┌─ DATASET RECORDS
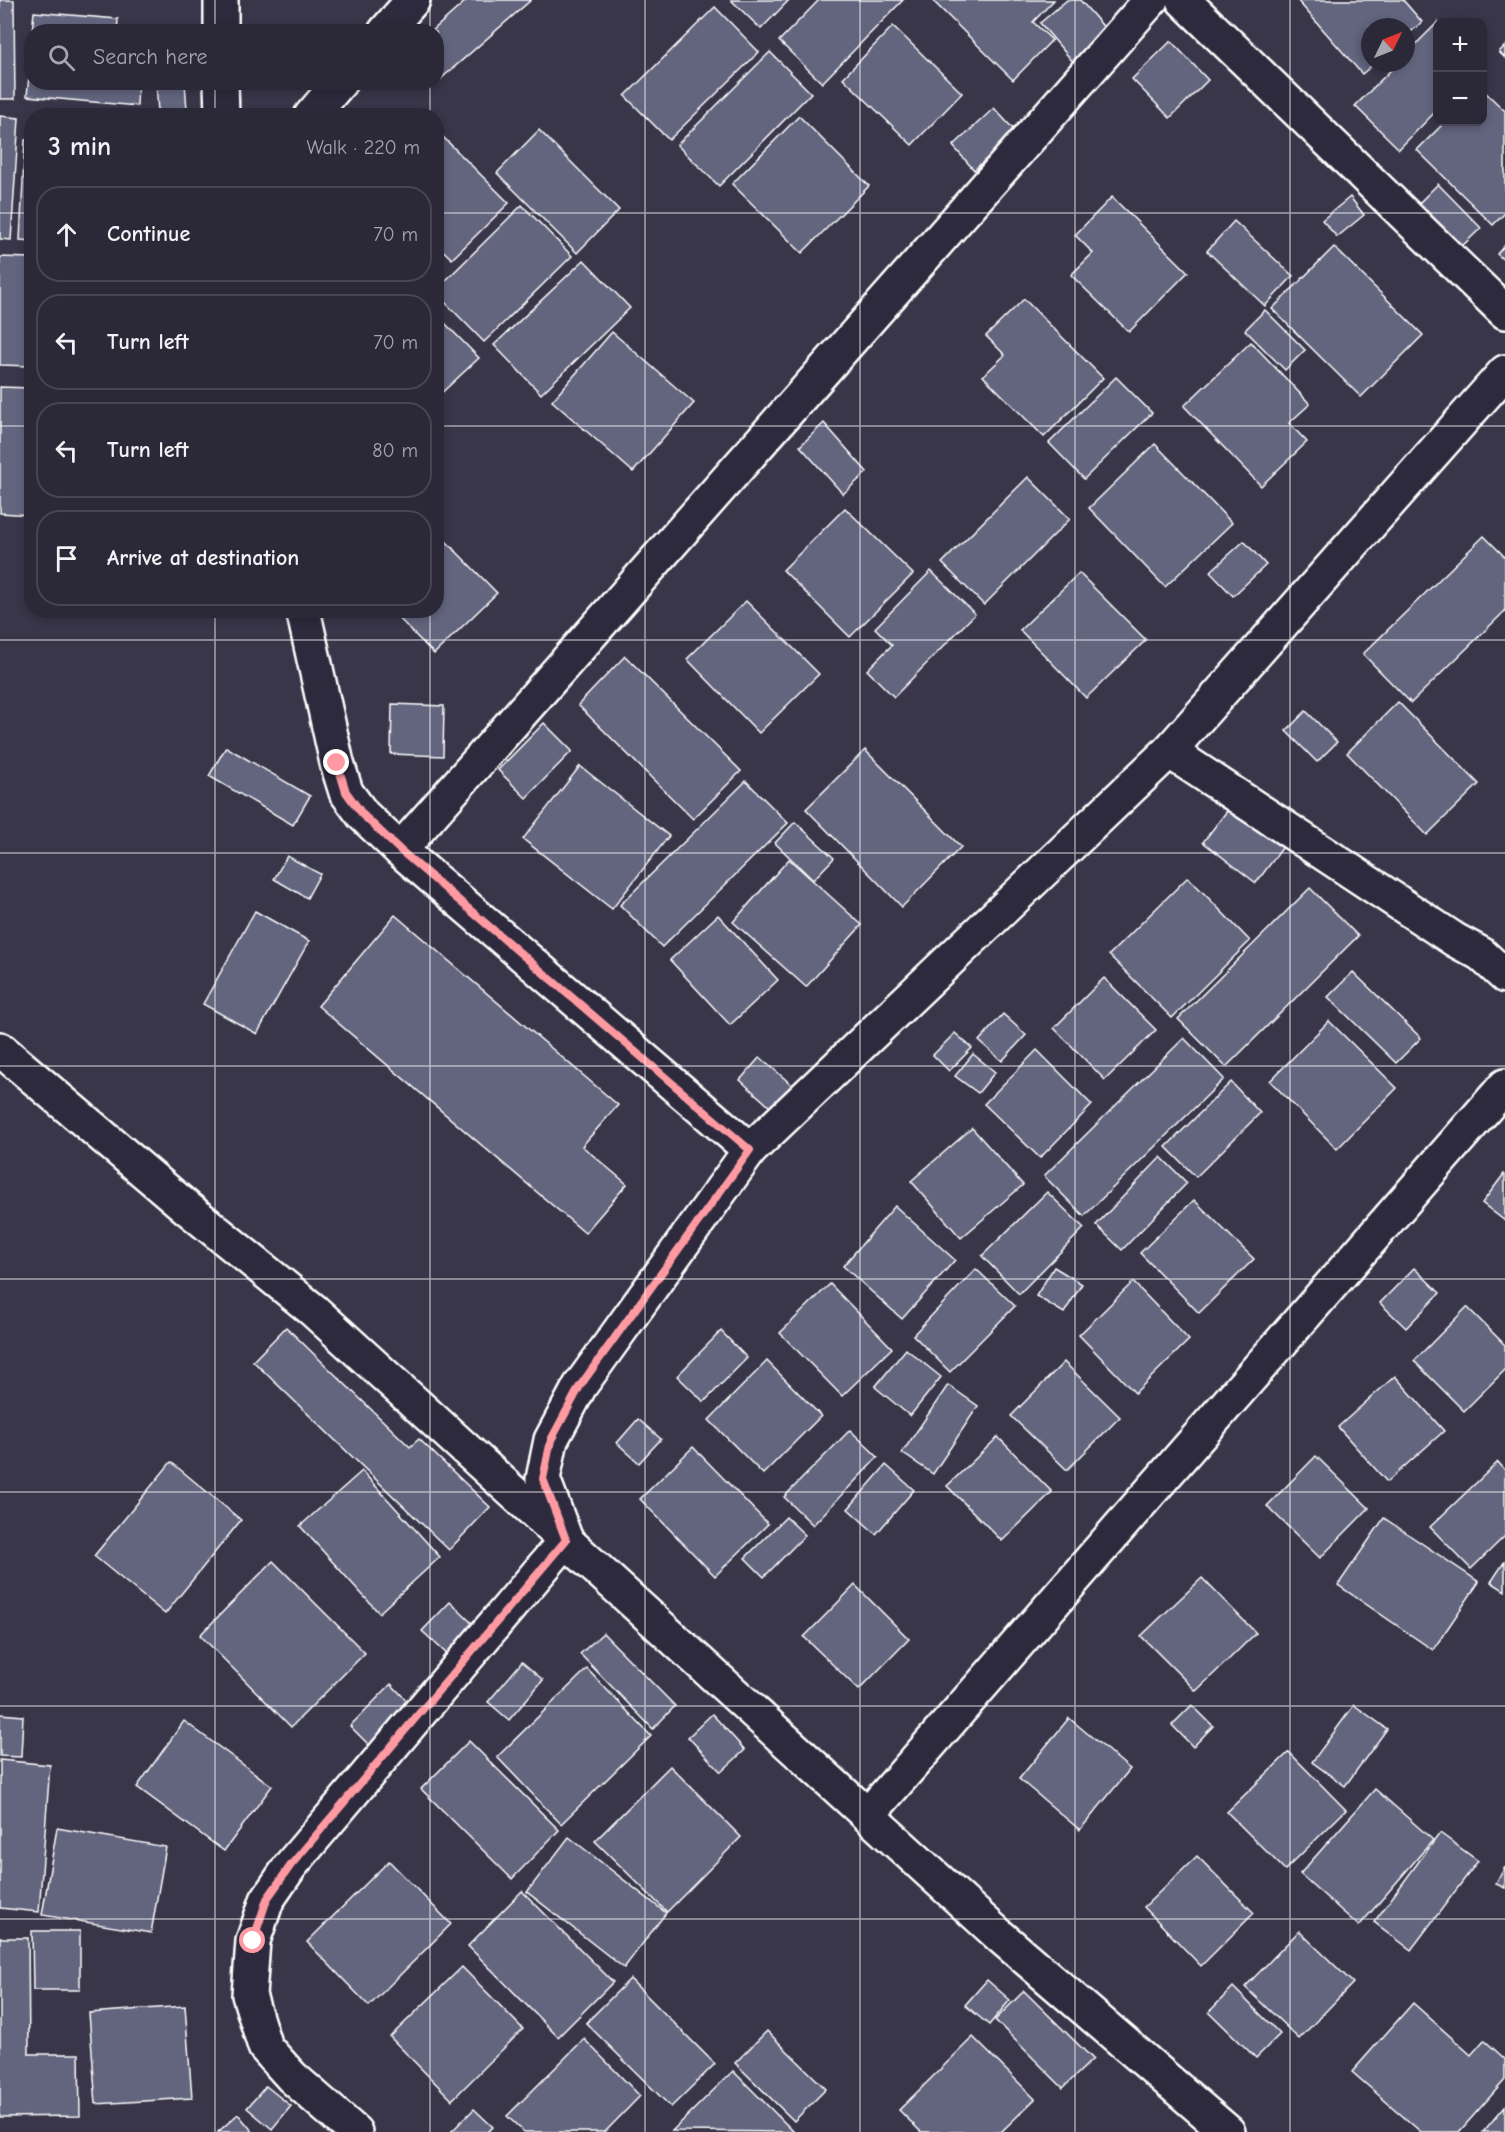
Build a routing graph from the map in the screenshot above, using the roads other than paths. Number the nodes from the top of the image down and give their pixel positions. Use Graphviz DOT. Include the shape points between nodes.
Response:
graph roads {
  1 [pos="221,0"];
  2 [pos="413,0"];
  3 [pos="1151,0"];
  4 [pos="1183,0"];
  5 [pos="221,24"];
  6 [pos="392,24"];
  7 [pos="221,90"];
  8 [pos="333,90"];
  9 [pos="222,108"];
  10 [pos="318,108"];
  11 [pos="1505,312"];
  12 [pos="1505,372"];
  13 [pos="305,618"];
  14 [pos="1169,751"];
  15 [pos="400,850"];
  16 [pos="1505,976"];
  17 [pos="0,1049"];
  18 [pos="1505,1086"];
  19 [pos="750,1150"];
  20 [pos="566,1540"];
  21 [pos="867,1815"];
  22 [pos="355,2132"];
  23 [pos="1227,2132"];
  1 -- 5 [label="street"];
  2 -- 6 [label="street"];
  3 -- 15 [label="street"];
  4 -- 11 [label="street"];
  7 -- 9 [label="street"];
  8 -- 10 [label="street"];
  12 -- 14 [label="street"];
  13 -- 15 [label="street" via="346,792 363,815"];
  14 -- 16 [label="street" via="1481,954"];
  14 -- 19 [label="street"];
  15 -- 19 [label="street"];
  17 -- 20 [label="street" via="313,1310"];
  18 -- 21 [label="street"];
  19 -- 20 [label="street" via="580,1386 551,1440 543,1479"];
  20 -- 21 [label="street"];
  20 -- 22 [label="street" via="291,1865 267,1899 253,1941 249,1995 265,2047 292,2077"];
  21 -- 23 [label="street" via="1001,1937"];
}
└─
┌─ DATASET RECORDS
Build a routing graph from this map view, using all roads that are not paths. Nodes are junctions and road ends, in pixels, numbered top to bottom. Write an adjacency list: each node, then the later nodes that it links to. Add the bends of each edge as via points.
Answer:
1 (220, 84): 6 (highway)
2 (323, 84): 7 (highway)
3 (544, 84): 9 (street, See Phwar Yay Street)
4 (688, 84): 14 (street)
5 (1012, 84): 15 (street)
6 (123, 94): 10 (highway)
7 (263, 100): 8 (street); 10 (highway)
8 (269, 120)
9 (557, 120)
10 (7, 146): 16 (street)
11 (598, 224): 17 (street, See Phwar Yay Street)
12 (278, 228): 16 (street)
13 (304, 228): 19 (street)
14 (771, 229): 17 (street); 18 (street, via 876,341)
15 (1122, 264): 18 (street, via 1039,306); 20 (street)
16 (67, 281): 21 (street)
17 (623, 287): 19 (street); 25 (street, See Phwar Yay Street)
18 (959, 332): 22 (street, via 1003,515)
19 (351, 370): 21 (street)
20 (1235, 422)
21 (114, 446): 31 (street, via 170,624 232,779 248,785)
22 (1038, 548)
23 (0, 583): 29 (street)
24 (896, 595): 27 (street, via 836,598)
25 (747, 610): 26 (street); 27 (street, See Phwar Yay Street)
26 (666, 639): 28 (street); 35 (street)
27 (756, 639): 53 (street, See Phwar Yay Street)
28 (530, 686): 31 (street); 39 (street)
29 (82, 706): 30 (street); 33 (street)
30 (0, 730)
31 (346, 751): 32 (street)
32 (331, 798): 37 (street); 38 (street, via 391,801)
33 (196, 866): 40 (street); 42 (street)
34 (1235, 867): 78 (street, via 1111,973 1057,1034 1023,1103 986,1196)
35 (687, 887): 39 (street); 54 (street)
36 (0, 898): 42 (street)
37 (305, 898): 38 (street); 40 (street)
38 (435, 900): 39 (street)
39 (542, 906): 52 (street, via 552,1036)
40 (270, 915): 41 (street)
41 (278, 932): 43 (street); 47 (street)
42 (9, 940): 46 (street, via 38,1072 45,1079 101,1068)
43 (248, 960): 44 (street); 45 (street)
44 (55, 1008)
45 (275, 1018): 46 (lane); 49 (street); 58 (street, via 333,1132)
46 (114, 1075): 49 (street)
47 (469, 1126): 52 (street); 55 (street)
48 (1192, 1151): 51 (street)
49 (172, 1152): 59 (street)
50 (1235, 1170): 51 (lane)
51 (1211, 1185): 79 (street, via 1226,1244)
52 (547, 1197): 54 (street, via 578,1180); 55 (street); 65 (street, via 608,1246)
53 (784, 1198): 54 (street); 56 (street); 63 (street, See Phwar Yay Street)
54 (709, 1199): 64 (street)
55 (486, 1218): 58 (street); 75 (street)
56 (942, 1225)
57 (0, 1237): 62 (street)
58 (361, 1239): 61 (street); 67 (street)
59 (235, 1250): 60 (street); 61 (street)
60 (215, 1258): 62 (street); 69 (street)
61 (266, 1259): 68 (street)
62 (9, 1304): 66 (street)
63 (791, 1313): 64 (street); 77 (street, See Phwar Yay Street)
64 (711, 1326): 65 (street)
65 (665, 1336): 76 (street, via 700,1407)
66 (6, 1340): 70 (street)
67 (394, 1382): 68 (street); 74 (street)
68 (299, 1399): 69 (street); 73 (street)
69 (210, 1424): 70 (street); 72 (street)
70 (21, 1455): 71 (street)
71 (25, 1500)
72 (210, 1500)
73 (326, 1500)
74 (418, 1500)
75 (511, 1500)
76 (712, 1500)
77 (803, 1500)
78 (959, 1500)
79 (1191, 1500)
└─
**WORK TO BE COMPLETED**
Using the material above, filter for lines holding "nodes" and copy each one.

**SOLUTION FOR THIS PROBLEM**
Build a routing graph from the map in the screenshot above, using the roads other than paths. Number the nodes from the top of the image down and give their pixel positions. Use Graphviz DOT. Include the shape points between nodes.
Build a routing graph from this map view, using all roads that are not paths. Nodes are junctions and road ends, in pixels, numbered top to bottom. Write an adjacency list: each node, then the later nodes that it links to. Add the bends of each edge as via points.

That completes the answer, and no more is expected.